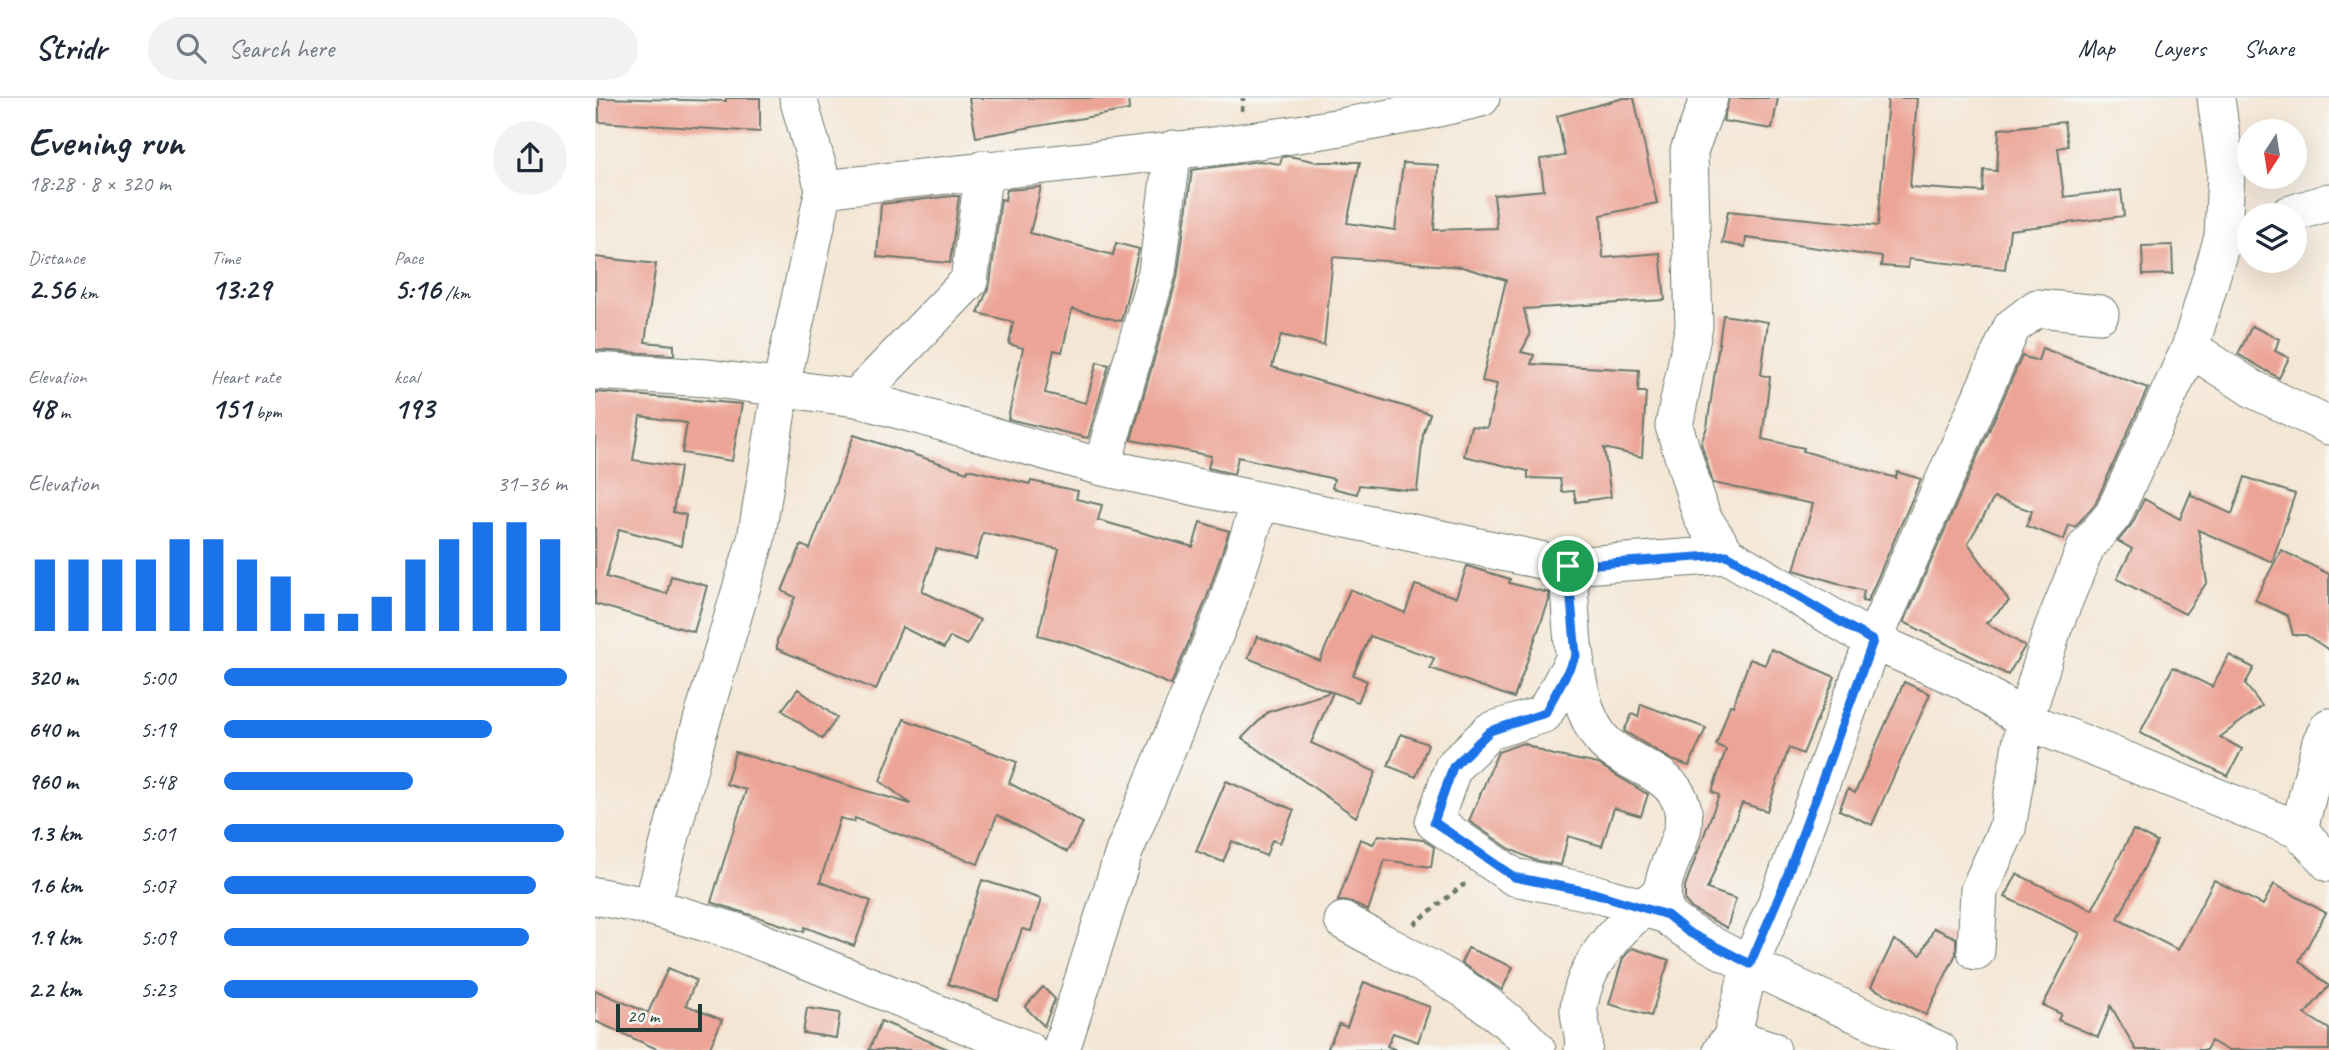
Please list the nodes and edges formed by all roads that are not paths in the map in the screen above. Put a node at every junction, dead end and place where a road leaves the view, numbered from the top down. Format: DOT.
graph roads {
  1 [pos="797,98"];
  2 [pos="1481,98"];
  3 [pos="1709,98"];
  4 [pos="2216,98"];
  5 [pos="1173,149"];
  6 [pos="984,169"];
  7 [pos="824,189"];
  8 [pos="2329,202"];
  9 [pos="2307,209"];
  10 [pos="2236,232"];
  11 [pos="2100,314"];
  12 [pos="2190,348"];
  13 [pos="595,371"];
  14 [pos="781,387"];
  15 [pos="856,398"];
  16 [pos="2329,426"];
  17 [pos="1103,467"];
  18 [pos="1260,502"];
  19 [pos="1727,555"];
  20 [pos="1568,566"];
  21 [pos="1873,641"];
  22 [pos="1576,656"];
  23 [pos="2025,720"];
  24 [pos="2329,727"];
  25 [pos="2299,830"];
  26 [pos="2329,863"];
  27 [pos="595,897"];
  28 [pos="1656,906"];
  29 [pos="652,907"];
  30 [pos="1343,921"];
  31 [pos="1976,951"];
  32 [pos="1750,964"];
  33 [pos="1885,1040"];
  34 [pos="1727,1043"];
  35 [pos="1022,1049"];
  36 [pos="1061,1050"];
  37 [pos="1537,1050"];
  38 [pos="1584,1050"];
  39 [pos="1772,1050"];
  40 [pos="1939,1050"];
  1 -- 7 [label="street"];
  2 -- 5 [label="street"];
  3 -- 19 [label="street"];
  4 -- 10 [label="street"];
  5 -- 6 [label="street"];
  5 -- 17 [label="street"];
  6 -- 7 [label="street"];
  6 -- 15 [label="street"];
  7 -- 14 [label="street"];
  8 -- 9 [label="street"];
  10 -- 12 [label="street"];
  11 -- 21 [label="street"];
  12 -- 16 [label="street"];
  12 -- 23 [label="street"];
  13 -- 14 [label="street"];
  14 -- 15 [label="street"];
  14 -- 29 [label="street"];
  15 -- 17 [label="street"];
  17 -- 18 [label="street"];
  18 -- 20 [label="street"];
  18 -- 36 [label="street"];
  19 -- 20 [label="street"];
  19 -- 21 [label="street"];
  20 -- 22 [label="street"];
  21 -- 23 [label="street"];
  21 -- 32 [label="street"];
  22 -- 28 [label="street"];
  22 -- 28 [label="street"];
  23 -- 25 [label="street"];
  23 -- 31 [label="street"];
  24 -- 25 [label="street"];
  25 -- 26 [label="street"];
  27 -- 29 [label="street"];
  28 -- 32 [label="street"];
  28 -- 38 [label="street"];
  29 -- 35 [label="street"];
  30 -- 37 [label="street"];
  32 -- 33 [label="street"];
  32 -- 34 [label="street"];
  33 -- 40 [label="street"];
  34 -- 39 [label="street"];
}
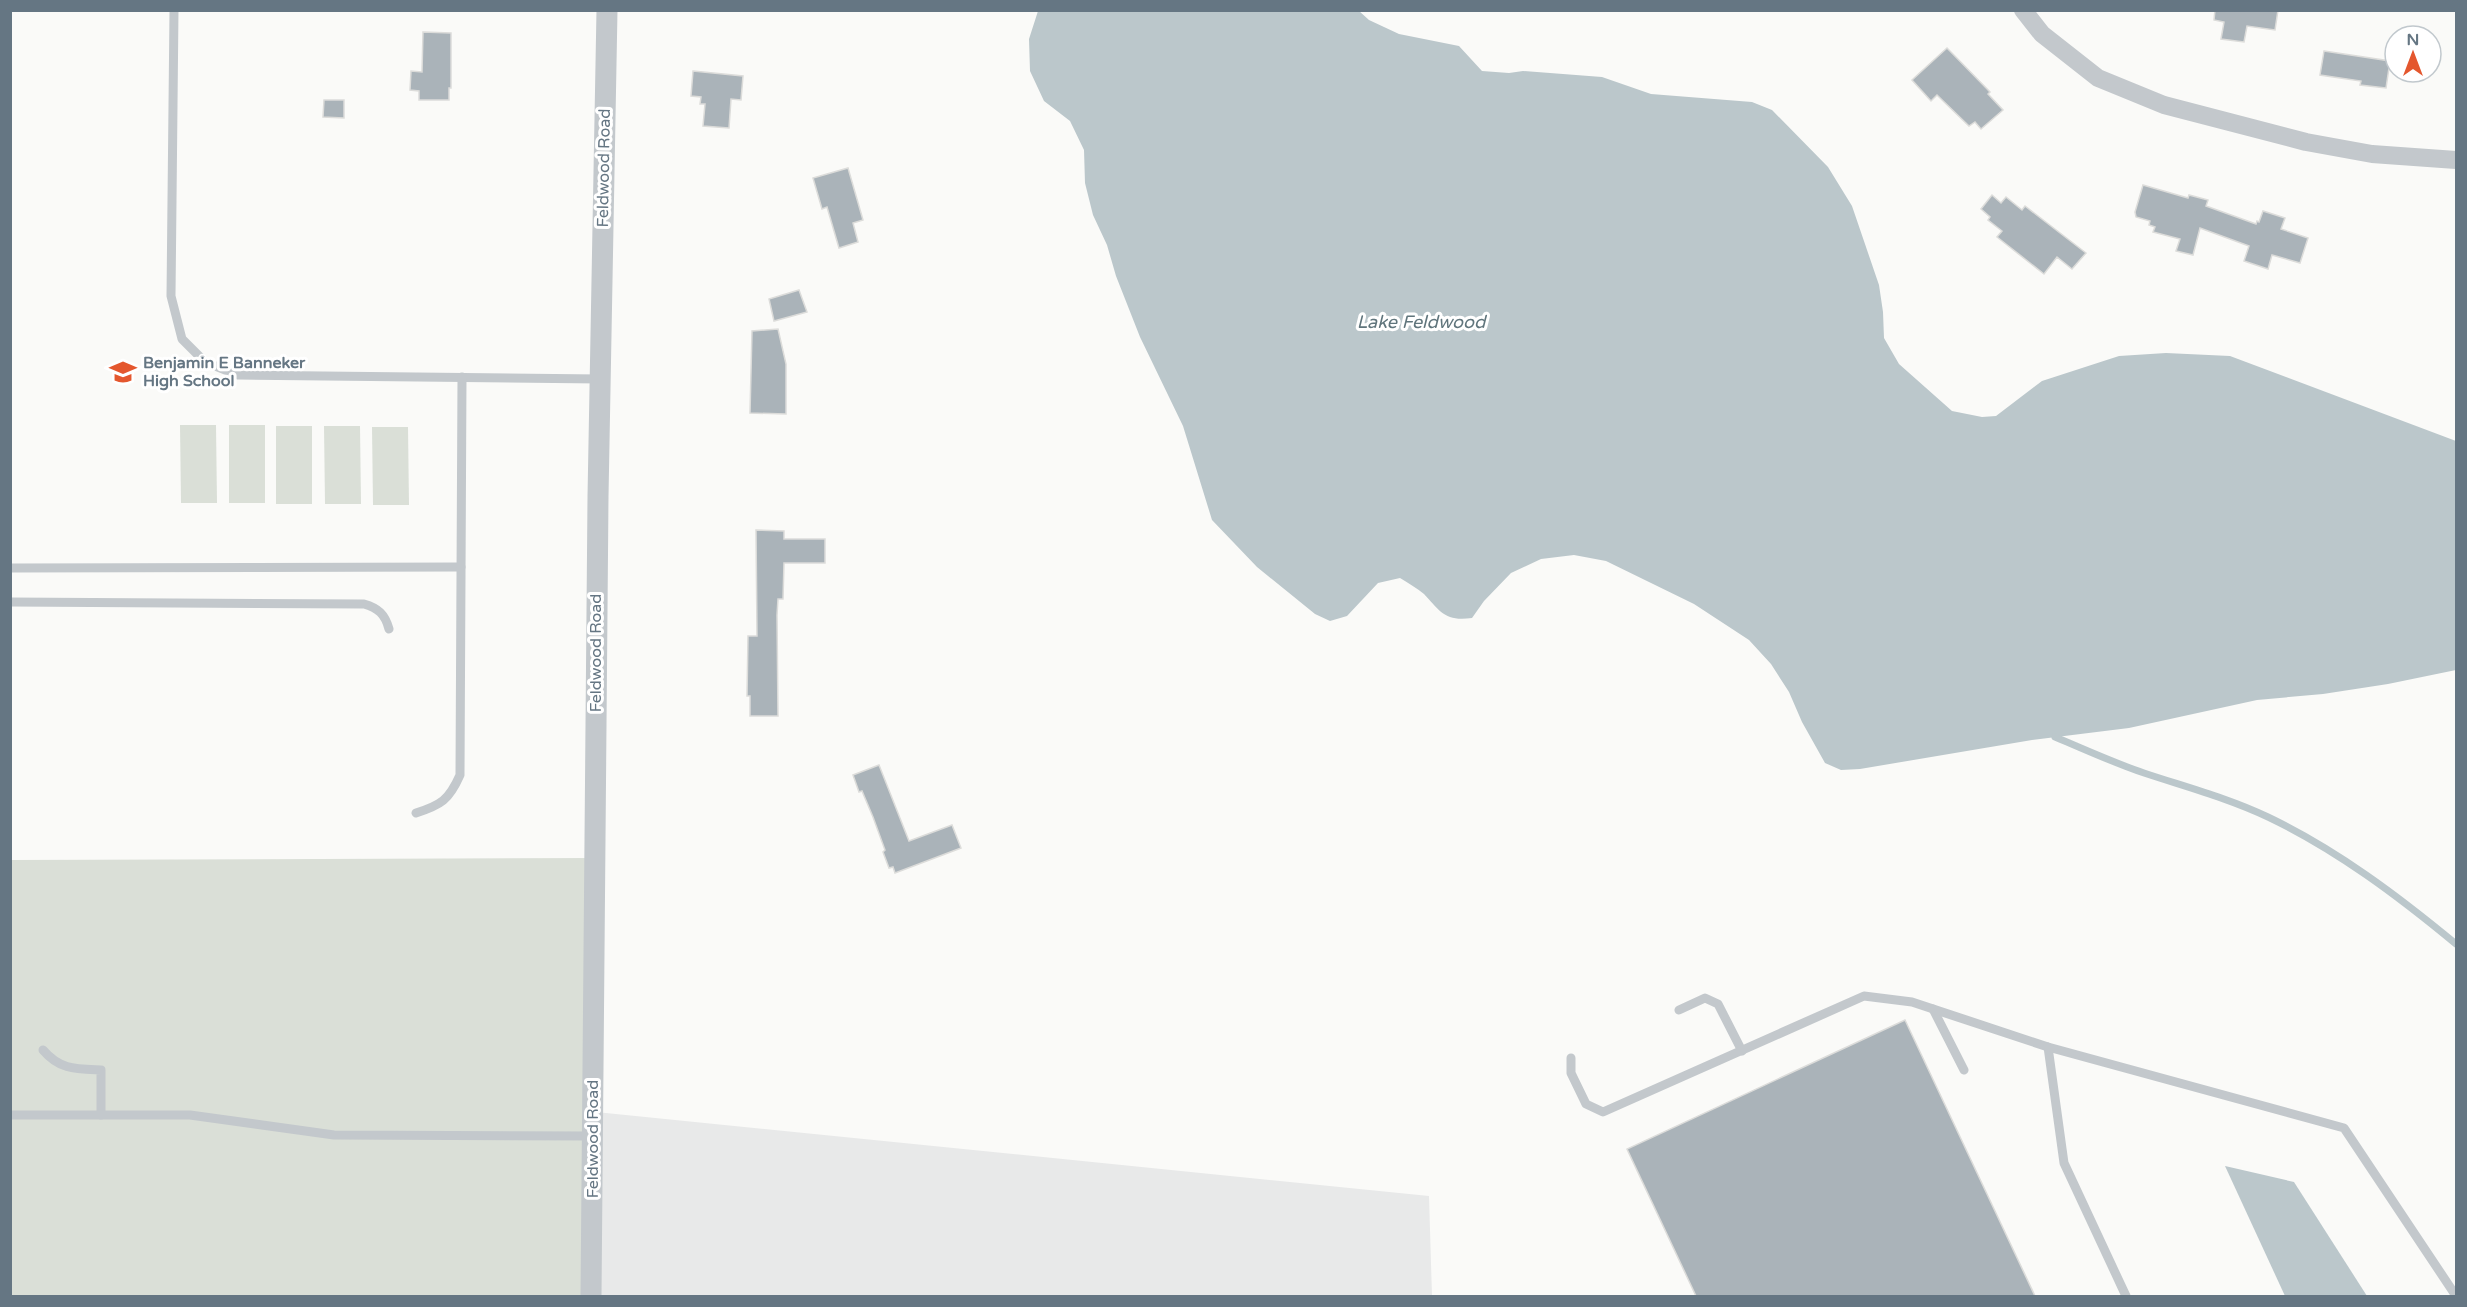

• WORK ORDER: Show all lines of the material in which the word "roads" can be found.

• SOLUTION FOR THIS PROBLEM:
Please list the nodes and edges formed by all roads that are not paths in the map in the screen above. Put a node at every junction, dead end and place where a road leaves the view, numbered from the top down. Format: DOT.
graph roads {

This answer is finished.